Ahead of ATT’s rollout, which reached a critical mass of distribution to iPhone devices via iOS 14.6 in June, the general consensus I observed amongst advertisers was that fingerprinting was not expected to be a viable means of attributing installs on iOS in the post-IDFA environment, although whispers of a “grace period” circulated. But months after ATT’s introduction in iOS 14.5, fingerprinting is still rampant on mobile, and Apple has made no indication that it plans to police its use.
Why is Apple allowing this?
First, it’s important to understand what fingerprinting facilitates. Fingerprinting is the process of aggregating hardware and network parameters from a device into a combination that is likely to be unique, or unique enough to provide a sense of identity, within some period of time. The more parameters that are combined, the less common the combination, but the primary components to a device fingerprint for mobile advertising: device IP address, OS version, and model code. A fingerprint is not persistent, and it can expire rapidly, so fingerprinting can really only be used for install attribution: the time between a click and an app install tends to be abbreviated such that a fingerprint match between an ad click and app install is considered reliable. So while a fingerprint can be credibly used to attribute app installs, the same is not true for in-app events that happen hours or days later. I speak to this limitation in the ATT, one month in: privacy thresholds with Rich Jones of Dataseat podcast.

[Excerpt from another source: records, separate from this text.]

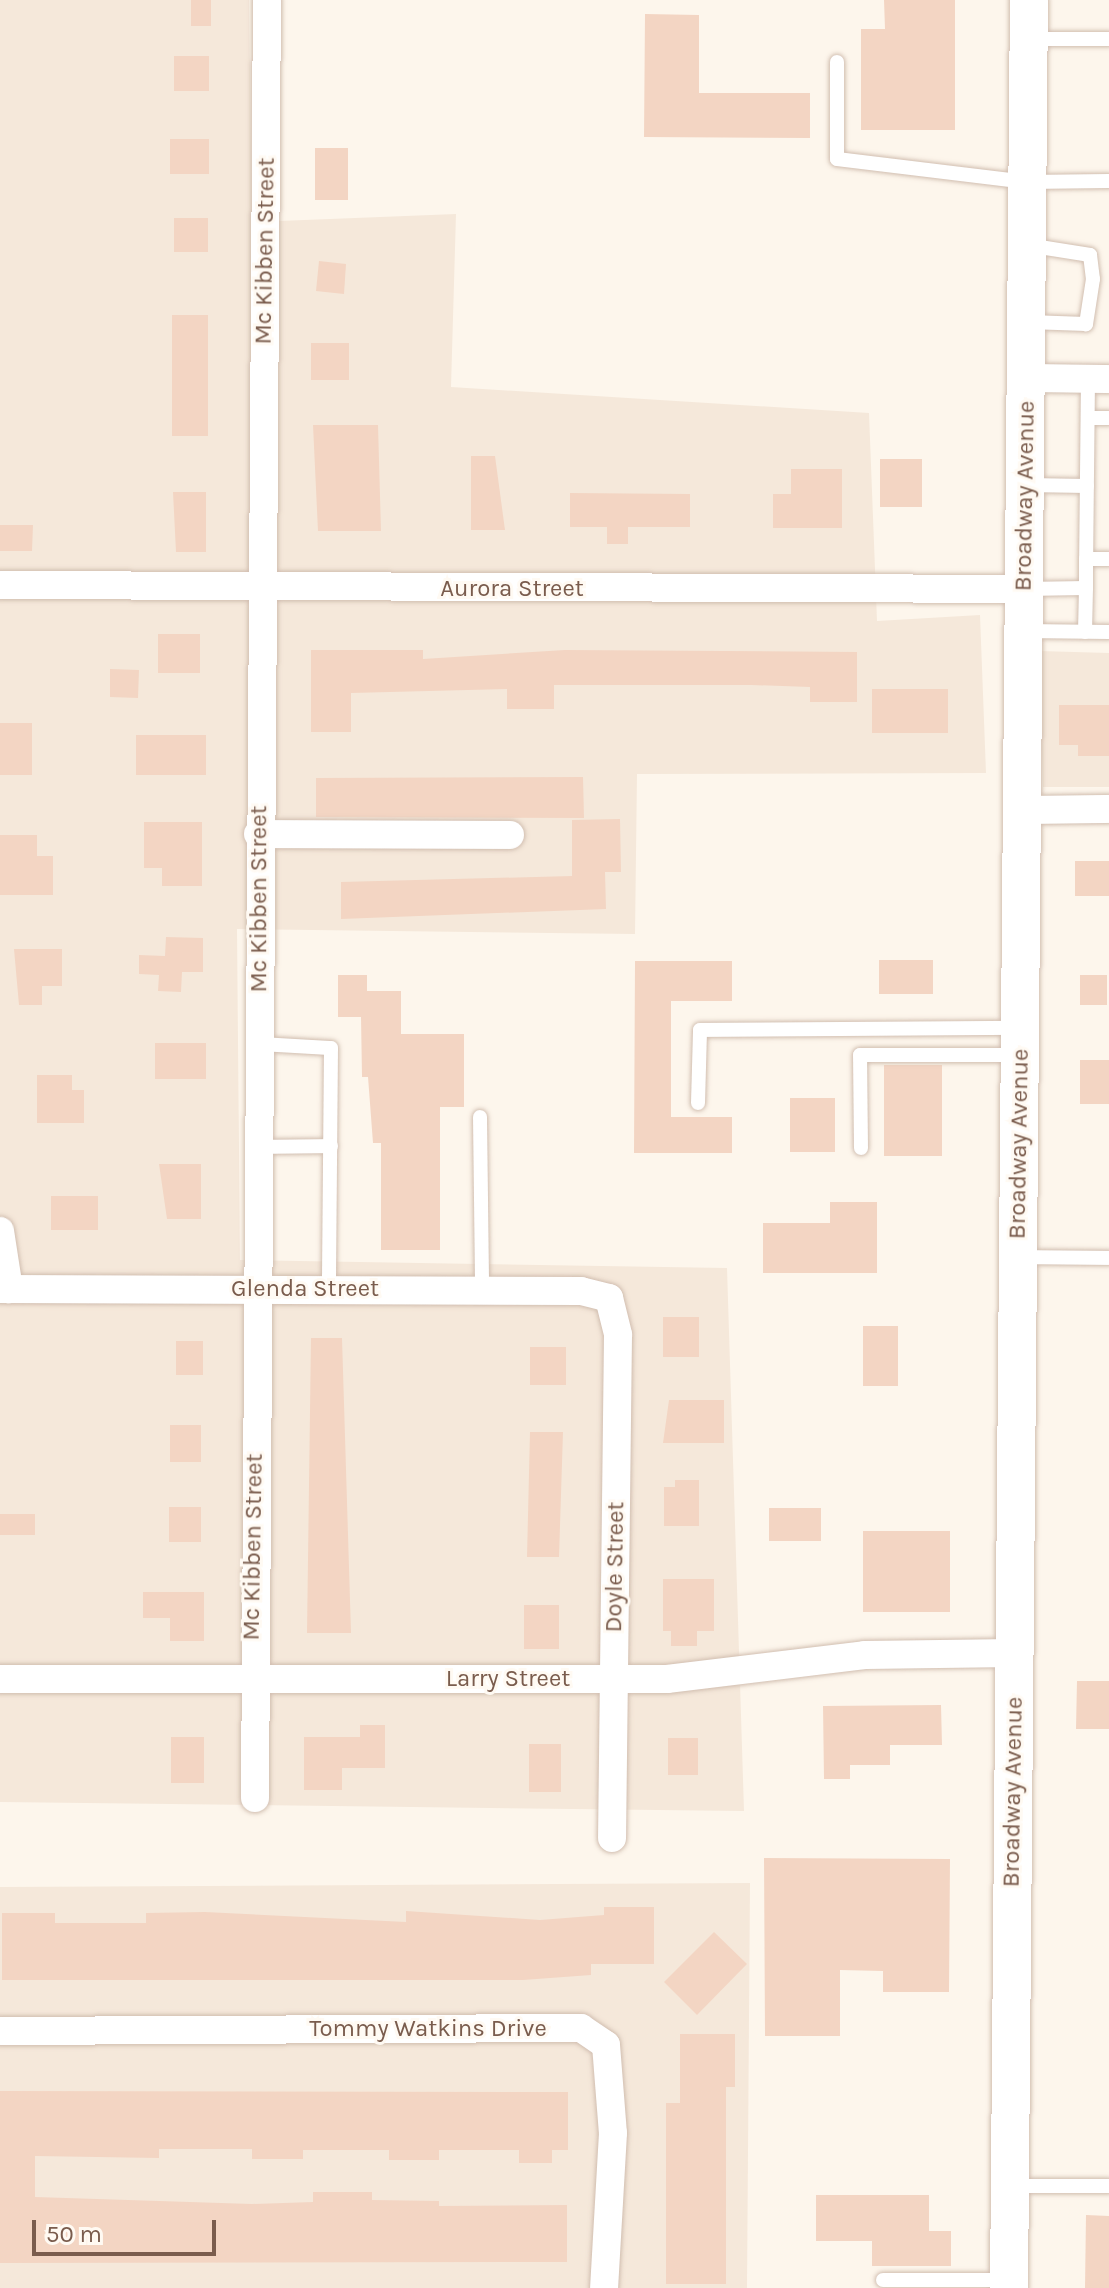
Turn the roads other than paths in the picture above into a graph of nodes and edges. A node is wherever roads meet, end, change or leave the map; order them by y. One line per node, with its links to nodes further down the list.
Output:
1 (267, 0): 20 (street, Mc Kibben Street)
2 (1029, 0): 3 (main road, Broadway Avenue)
3 (1029, 39): 4 (lane); 7 (main road, Broadway Avenue)
4 (1109, 39)
5 (837, 62): 7 (lane)
6 (1109, 181): 7 (lane)
7 (1027, 182): 8 (main road, Broadway Avenue)
8 (1027, 245): 9 (main road, Broadway Avenue); 9 (lane)
9 (1026, 322): 10 (main road, Broadway Avenue)
10 (1026, 378): 11 (street); 14 (main road, Broadway Avenue)
11 (1098, 379): 12 (lane)
12 (1088, 418): 13 (lane); 15 (lane)
13 (1109, 418)
14 (1025, 485): 15 (lane); 21 (main road, Broadway Avenue)
15 (1087, 486): 16 (lane)
16 (1086, 559): 17 (lane); 19 (lane)
17 (1109, 559)
18 (0, 585): 20 (street, Aurora Street)
19 (1086, 588): 21 (lane); 23 (lane)
20 (261, 589): 21 (street, Aurora Street); 27 (street, Mc Kibben Street)
21 (1024, 589): 22 (main road, Broadway Avenue)
22 (1023, 631): 23 (lane); 26 (main road, Broadway Avenue)
23 (1085, 632): 24 (lane)
24 (1109, 632)
25 (1109, 809): 26 (street)
26 (1022, 810): 29 (main road, Broadway Avenue)
27 (258, 834): 28 (street); 30 (street, Mc Kibben Street)
28 (510, 835)
29 (1020, 1042): 31 (lane); 35 (lane); 37 (main road, Broadway Avenue)
30 (259, 1044): 33 (lane); 34 (street, Mc Kibben Street)
31 (698, 1103)
32 (480, 1117): 42 (lane)
33 (331, 1146): 34 (lane); 40 (lane)
34 (260, 1147): 39 (street, Mc Kibben Street)
35 (861, 1148)
36 (0, 1231): 41 (street)
37 (1018, 1257): 38 (lane); 44 (main road, Broadway Avenue)
38 (1109, 1258)
39 (259, 1288): 40 (street, Glenda Street); 41 (street, Glenda Street); 46 (street, Mc Kibben Street)
40 (329, 1288): 42 (street, Glenda Street)
41 (4, 1289)
42 (482, 1290): 43 (street, Glenda Street)
43 (609, 1298): 47 (street, Doyle Street)
44 (1014, 1653): 47 (street, Larry Street); 51 (main road, Broadway Avenue)
45 (0, 1679): 46 (street, Larry Street)
46 (250, 1679): 47 (street, Larry Street); 48 (street, Mc Kibben Street)
47 (614, 1679): 49 (street, Doyle Street)
48 (255, 1798)
49 (612, 1838)
50 (0, 2031): 55 (street, Tommy Watkins Drive)
51 (1009, 2186): 52 (lane); 54 (main road, Broadway Avenue)
52 (1109, 2186)
53 (883, 2280): 54 (lane)
54 (1009, 2284)
55 (604, 2288)

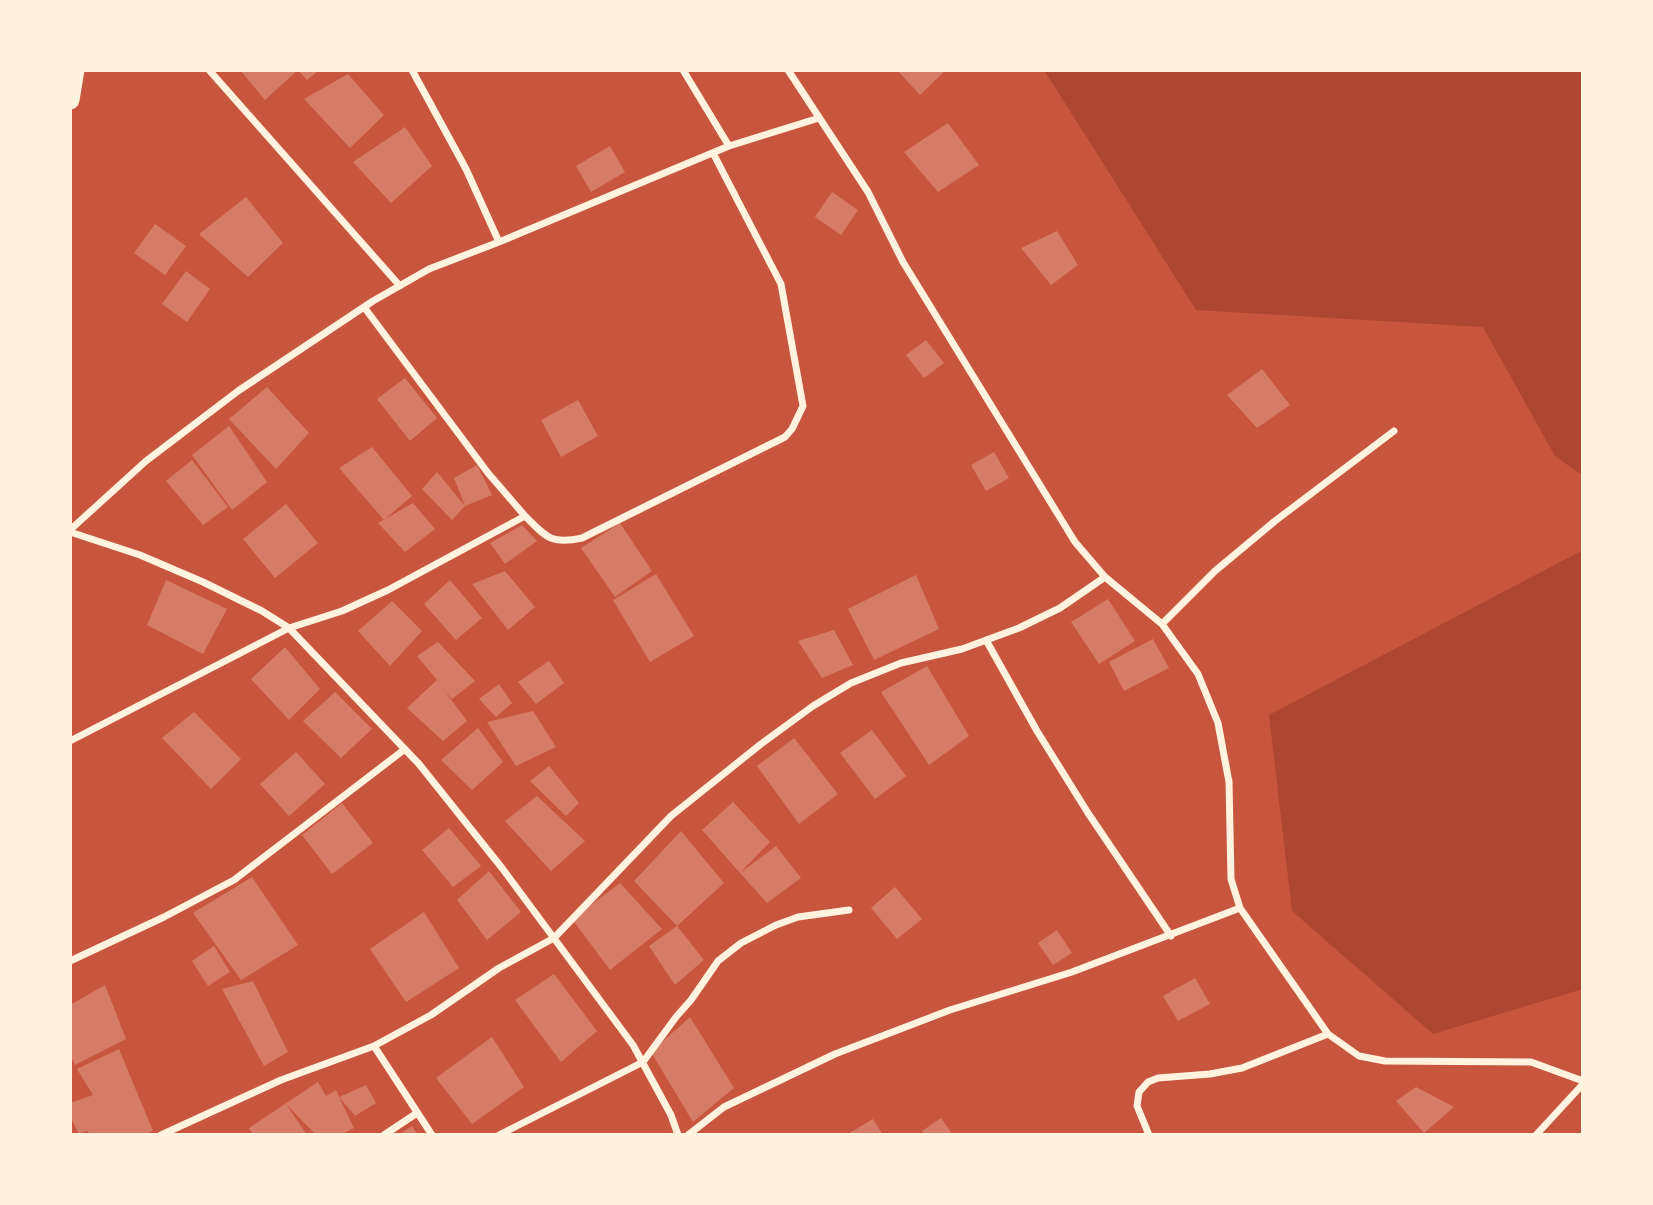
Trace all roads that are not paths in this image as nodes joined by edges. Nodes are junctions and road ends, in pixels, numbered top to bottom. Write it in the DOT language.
graph roads {
  1 [pos="75,70"];
  2 [pos="209,70"];
  3 [pos="412,70"];
  4 [pos="683,70"];
  5 [pos="788,70"];
  6 [pos="70,100"];
  7 [pos="819,118"];
  8 [pos="729,146"];
  9 [pos="713,153"];
  10 [pos="499,242"];
  11 [pos="400,286"];
  12 [pos="364,307"];
  13 [pos="1394,431"];
  14 [pos="525,516"];
  15 [pos="70,531"];
  16 [pos="1105,577"];
  17 [pos="1162,624"];
  18 [pos="289,628"];
  19 [pos="986,640"];
  20 [pos="70,741"];
  21 [pos="405,749"];
  22 [pos="1240,908"];
  23 [pos="849,910"];
  24 [pos="1171,936"];
  25 [pos="554,938"];
  26 [pos="70,961"];
  27 [pos="1328,1034"];
  28 [pos="374,1046"];
  29 [pos="643,1062"];
  30 [pos="1583,1082"];
  31 [pos="417,1112"];
  32 [pos="161,1135"];
  33 [pos="384,1135"];
  34 [pos="432,1135"];
  35 [pos="499,1135"];
  36 [pos="678,1135"];
  37 [pos="688,1135"];
  38 [pos="1149,1135"];
  39 [pos="1536,1135"];
  1 -- 6 [label="highway"];
  2 -- 11 [label="street"];
  3 -- 10 [label="street"];
  4 -- 8 [label="street"];
  5 -- 7 [label="street"];
  7 -- 8 [label="street"];
  7 -- 16 [label="street"];
  8 -- 9 [label="street"];
  9 -- 10 [label="street"];
  9 -- 14 [label="street"];
  10 -- 11 [label="street"];
  11 -- 12 [label="street"];
  12 -- 14 [label="street"];
  12 -- 15 [label="street"];
  13 -- 17 [label="street"];
  14 -- 18 [label="street"];
  15 -- 18 [label="street"];
  16 -- 17 [label="street"];
  16 -- 19 [label="street"];
  17 -- 22 [label="street"];
  18 -- 20 [label="street"];
  18 -- 21 [label="street"];
  19 -- 24 [label="street"];
  19 -- 25 [label="street"];
  21 -- 25 [label="street"];
  21 -- 26 [label="street"];
  22 -- 24 [label="street"];
  22 -- 27 [label="street"];
  23 -- 29 [label="street"];
  24 -- 37 [label="street"];
  25 -- 28 [label="street"];
  25 -- 29 [label="street"];
  27 -- 30 [label="street"];
  27 -- 38 [label="street"];
  28 -- 31 [label="street"];
  28 -- 32 [label="street"];
  29 -- 35 [label="street"];
  29 -- 36 [label="street"];
  30 -- 39 [label="street"];
  31 -- 33 [label="street"];
  31 -- 34 [label="street"];
}
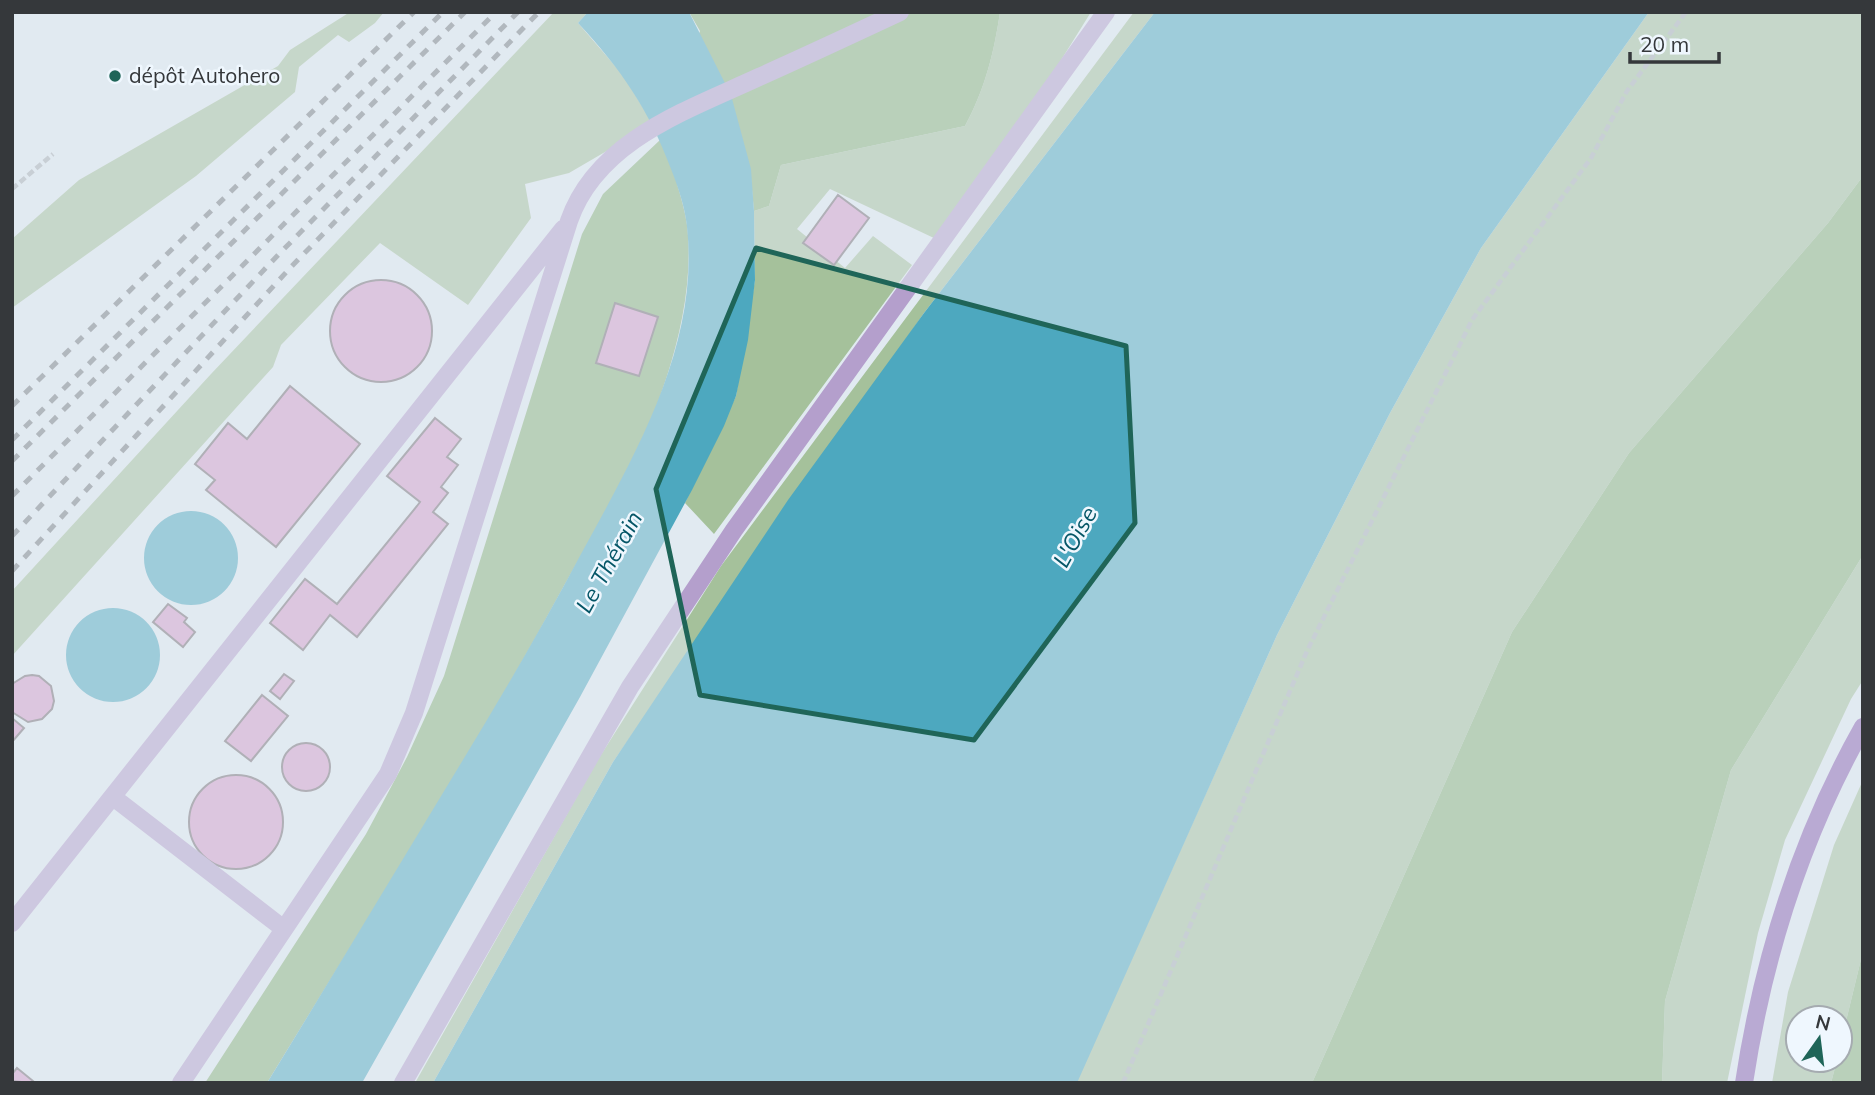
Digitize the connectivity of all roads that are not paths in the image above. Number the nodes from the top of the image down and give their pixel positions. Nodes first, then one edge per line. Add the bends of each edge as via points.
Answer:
1 (900, 12) edge
2 (1106, 12) edge
3 (569, 221) junction
4 (1863, 727) edge
5 (113, 797) junction
6 (12, 923) edge
7 (284, 929) junction
8 (181, 1083) edge
9 (403, 1083) edge
10 (1744, 1083) edge

1 - 3 street via 650,130 600,169 580,195
2 - 9 street via 734,530 630,687
3 - 5 street
3 - 7 street via 414,713 388,774
4 - 10 main road via 1821,809 1794,877 1763,983
5 - 6 street
5 - 7 street
7 - 8 street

So while fingerprinting can help an ad network claim attribution on an install, because it is not persistent, fingerprinting can’t be used to build the kinds of behavior-based profiles that large ad platforms use to target ads. Those profiles are built through event attribution: the event stream that exists between a product and ad platform is only helpful if those events can be attributed to users and aggregated as inputs into click and conversion probability models. I describe this attribution-to-targeting dynamic in this article.
The ad platforms that sell owned-and-operated advertising inventory operate the apps in which that inventory is sold. If these apps were to fingerprint, Apple would see that happening in the App Store review process. Apple could police fingerprinting from these companies by rejecting updates for their apps until the unnecessary device parameters used in fingerprinting were relinquished. This would be a point-blank means of policing fingerprinting that would punish companies directly for that violation of ATT.
But when ad tech companies conduct fingerprinting through SDKs, they do so within the apps of their customers. Apple can similarly see this happening in app review, but in order to police it, it would need to reject updates from app developers that aren’t themselves doing anything wrong. This would be a messy solution, especially since every app on the App Store being run as anything resembling a business contains at least one SDK that is currently fingerprinting. App developers would be punished by Apple for violations from the ad tech companies that they are paying.
Ad networks unquestionably benefit from this dynamic:
- Because these networks mostly use contextual targeting, their efficiency wasn’t dependent on IDFA-indexed behavioral profiles and is mostly unaffected by ATT. Through fingerprinting, these companies can measure attributed installs in the same way that they did prior to ATT, without yoking a measurement methodology to SKAdNetwork. This makes these networks an attractive alternative to ad platforms selling owned-and-operated traffic;
- Fingerprinting is an imperfect and imprecise means of attributing an install. As was discussed in this podcast episode, a fingerprint is useful for finding any matched conversion, and it tends to overattribute. Anecdotally, many mobile advertisers are seeing the proportion of organic installs shrink meaningfully after ATT’s introduction, potentially because those organic installs are being overzealously attributed to ad networks through fingerprinting.
Apple introduced Private Relay, a feature that obfuscates IP traffic in the Safari browser, with iOS 15. Private Relay processes unencrypted traffic within apps, but that accounts for very little traffic: apps sit mostly outside of the purview of Private Relay.
If that changes — if Apple routes all in-app traffic through its Private Relay filter — then in-app fingerprinting would become much less reliable. Given that Apple’s only other option for policing fingerprinting is to reject app updates, putting an end to fingerprinting through Private Relay is likely the best choice. But the timeline for that remains to be seen.